> [About this task]: From the records below, output exactly the lines running from the line containing "Task: Convert the" through the line containing "Parse this screenshot: labels, road", and no others.

☆ ☆ ☆

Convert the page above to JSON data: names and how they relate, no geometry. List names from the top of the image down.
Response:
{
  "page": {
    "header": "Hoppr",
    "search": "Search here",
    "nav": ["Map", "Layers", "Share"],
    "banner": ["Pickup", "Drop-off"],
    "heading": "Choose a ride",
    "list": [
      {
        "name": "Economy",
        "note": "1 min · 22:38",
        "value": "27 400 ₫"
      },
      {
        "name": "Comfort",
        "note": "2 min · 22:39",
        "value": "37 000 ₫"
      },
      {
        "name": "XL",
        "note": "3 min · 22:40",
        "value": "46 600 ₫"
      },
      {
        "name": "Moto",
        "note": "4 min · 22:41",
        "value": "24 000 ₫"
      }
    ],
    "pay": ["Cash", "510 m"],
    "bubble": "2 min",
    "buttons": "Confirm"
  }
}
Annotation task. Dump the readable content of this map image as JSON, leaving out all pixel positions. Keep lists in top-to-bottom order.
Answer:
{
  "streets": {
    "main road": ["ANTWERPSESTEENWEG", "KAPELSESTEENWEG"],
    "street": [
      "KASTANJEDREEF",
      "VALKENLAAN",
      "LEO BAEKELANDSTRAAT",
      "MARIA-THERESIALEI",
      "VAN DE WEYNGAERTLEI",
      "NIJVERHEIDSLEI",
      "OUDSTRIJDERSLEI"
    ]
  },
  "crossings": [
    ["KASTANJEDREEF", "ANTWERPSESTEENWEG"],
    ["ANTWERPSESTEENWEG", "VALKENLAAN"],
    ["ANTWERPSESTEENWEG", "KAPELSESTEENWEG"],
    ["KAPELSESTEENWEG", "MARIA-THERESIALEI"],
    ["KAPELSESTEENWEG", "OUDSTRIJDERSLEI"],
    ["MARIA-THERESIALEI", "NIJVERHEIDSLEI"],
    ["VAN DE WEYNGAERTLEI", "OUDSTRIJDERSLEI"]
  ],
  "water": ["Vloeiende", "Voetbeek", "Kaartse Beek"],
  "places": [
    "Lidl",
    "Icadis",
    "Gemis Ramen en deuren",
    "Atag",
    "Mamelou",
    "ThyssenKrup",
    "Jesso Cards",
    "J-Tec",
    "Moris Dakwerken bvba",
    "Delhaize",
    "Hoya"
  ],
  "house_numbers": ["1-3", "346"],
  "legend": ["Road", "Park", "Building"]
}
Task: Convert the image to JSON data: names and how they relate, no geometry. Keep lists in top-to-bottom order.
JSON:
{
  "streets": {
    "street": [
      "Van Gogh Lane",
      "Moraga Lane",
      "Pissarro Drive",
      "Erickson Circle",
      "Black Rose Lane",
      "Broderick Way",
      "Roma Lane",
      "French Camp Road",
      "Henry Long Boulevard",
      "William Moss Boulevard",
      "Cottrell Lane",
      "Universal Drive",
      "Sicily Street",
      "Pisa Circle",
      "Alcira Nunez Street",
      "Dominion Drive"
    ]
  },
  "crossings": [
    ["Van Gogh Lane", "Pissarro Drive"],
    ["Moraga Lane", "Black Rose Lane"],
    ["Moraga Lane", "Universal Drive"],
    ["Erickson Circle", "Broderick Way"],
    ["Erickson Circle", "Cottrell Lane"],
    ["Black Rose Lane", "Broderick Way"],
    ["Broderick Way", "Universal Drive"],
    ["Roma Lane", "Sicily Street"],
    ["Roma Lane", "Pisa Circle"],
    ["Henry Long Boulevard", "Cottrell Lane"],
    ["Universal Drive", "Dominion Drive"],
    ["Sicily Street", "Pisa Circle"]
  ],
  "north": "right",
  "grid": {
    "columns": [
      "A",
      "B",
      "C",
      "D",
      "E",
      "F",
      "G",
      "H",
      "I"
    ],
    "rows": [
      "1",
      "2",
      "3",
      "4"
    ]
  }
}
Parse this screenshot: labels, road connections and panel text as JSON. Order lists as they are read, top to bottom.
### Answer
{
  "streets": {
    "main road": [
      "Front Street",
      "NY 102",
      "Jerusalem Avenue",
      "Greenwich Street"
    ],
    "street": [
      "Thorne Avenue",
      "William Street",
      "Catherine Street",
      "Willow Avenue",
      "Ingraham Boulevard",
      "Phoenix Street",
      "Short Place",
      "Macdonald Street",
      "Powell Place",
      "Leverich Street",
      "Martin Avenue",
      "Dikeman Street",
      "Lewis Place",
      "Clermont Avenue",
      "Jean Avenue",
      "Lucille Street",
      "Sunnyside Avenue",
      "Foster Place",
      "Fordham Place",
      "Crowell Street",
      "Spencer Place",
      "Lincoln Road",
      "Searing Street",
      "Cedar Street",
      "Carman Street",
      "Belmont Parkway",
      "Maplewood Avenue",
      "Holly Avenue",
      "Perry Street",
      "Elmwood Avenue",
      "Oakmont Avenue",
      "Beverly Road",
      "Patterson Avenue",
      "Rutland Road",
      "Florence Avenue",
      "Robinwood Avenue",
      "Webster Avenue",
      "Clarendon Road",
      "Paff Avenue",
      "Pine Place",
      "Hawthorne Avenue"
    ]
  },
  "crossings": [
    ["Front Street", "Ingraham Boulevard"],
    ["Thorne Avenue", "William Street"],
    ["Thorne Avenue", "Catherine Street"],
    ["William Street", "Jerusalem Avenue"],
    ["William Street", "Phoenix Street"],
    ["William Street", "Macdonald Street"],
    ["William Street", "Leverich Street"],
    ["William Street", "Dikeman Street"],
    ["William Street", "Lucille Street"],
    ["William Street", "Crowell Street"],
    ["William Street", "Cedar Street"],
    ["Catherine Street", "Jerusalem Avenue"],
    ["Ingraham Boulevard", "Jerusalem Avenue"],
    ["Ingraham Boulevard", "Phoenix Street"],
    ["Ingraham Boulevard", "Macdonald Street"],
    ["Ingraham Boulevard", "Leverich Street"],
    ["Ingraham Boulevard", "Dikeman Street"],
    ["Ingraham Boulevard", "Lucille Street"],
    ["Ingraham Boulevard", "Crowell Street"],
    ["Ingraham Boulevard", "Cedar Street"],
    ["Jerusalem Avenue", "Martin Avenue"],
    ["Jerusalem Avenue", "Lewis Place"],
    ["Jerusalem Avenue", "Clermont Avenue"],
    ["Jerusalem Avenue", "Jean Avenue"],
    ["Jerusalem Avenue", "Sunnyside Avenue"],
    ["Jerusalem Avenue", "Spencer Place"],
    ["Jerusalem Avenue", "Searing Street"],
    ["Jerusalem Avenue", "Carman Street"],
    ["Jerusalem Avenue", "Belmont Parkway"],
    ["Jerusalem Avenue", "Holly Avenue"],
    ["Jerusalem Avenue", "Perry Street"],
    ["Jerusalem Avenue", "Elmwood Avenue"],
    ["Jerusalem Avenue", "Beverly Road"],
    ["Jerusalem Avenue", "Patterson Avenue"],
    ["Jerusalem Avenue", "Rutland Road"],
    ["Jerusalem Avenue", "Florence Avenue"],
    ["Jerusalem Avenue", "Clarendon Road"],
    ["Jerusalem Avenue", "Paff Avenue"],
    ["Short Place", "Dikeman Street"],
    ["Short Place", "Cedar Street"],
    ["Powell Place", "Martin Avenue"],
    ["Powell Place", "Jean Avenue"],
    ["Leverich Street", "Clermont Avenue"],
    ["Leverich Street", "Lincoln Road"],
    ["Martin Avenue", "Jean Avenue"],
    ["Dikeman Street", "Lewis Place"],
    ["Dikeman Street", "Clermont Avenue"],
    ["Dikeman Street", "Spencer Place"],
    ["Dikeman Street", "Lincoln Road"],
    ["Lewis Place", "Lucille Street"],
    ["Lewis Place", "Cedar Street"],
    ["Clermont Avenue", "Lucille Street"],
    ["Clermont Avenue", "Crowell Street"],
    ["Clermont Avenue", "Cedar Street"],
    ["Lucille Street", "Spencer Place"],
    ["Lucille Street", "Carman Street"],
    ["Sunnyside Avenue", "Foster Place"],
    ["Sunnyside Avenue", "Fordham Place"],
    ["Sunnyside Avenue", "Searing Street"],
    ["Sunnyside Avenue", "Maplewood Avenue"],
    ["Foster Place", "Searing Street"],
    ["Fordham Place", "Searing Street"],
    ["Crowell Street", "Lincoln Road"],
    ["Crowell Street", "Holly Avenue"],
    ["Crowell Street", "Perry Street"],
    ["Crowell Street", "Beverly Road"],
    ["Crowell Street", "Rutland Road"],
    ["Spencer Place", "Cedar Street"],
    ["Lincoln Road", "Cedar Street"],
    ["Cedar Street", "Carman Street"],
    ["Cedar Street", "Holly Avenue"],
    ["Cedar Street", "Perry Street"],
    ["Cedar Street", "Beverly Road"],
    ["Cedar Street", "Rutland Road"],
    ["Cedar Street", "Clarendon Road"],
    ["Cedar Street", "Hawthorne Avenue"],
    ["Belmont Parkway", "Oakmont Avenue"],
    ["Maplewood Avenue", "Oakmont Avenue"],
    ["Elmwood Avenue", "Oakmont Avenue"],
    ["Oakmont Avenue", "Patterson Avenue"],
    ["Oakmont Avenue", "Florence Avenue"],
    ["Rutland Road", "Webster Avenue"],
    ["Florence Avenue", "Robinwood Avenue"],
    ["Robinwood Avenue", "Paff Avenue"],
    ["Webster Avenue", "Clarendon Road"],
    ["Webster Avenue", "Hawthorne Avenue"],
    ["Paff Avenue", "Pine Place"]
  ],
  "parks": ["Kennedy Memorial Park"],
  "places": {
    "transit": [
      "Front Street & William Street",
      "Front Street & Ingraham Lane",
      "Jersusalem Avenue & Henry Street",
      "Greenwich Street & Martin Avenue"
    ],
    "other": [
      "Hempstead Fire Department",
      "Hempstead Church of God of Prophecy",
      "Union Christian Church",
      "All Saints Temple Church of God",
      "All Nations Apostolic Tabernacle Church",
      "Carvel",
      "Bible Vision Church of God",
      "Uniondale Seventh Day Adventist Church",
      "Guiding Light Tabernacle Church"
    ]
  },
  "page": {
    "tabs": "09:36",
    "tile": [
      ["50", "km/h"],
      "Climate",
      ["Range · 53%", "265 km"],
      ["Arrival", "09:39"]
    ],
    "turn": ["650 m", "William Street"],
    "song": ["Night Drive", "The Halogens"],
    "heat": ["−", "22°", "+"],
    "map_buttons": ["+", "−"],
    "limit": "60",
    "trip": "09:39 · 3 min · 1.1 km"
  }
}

☆ ☆ ☆

> [Exercise output]:
Task: Convert the image to JSON data: names and how they relate, no geometry. Keep lists in top-to-bottom order.
JSON:
{
  "streets": {
    "street": [
      "Van Gogh Lane",
      "Moraga Lane",
      "Pissarro Drive",
      "Erickson Circle",
      "Black Rose Lane",
      "Broderick Way",
      "Roma Lane",
      "French Camp Road",
      "Henry Long Boulevard",
      "William Moss Boulevard",
      "Cottrell Lane",
      "Universal Drive",
      "Sicily Street",
      "Pisa Circle",
      "Alcira Nunez Street",
      "Dominion Drive"
    ]
  },
  "crossings": [
    ["Van Gogh Lane", "Pissarro Drive"],
    ["Moraga Lane", "Black Rose Lane"],
    ["Moraga Lane", "Universal Drive"],
    ["Erickson Circle", "Broderick Way"],
    ["Erickson Circle", "Cottrell Lane"],
    ["Black Rose Lane", "Broderick Way"],
    ["Broderick Way", "Universal Drive"],
    ["Roma Lane", "Sicily Street"],
    ["Roma Lane", "Pisa Circle"],
    ["Henry Long Boulevard", "Cottrell Lane"],
    ["Universal Drive", "Dominion Drive"],
    ["Sicily Street", "Pisa Circle"]
  ],
  "north": "right",
  "grid": {
    "columns": [
      "A",
      "B",
      "C",
      "D",
      "E",
      "F",
      "G",
      "H",
      "I"
    ],
    "rows": [
      "1",
      "2",
      "3",
      "4"
    ]
  }
}
Parse this screenshot: labels, road connections and panel text as JSON. Order lists as they are read, top to bottom.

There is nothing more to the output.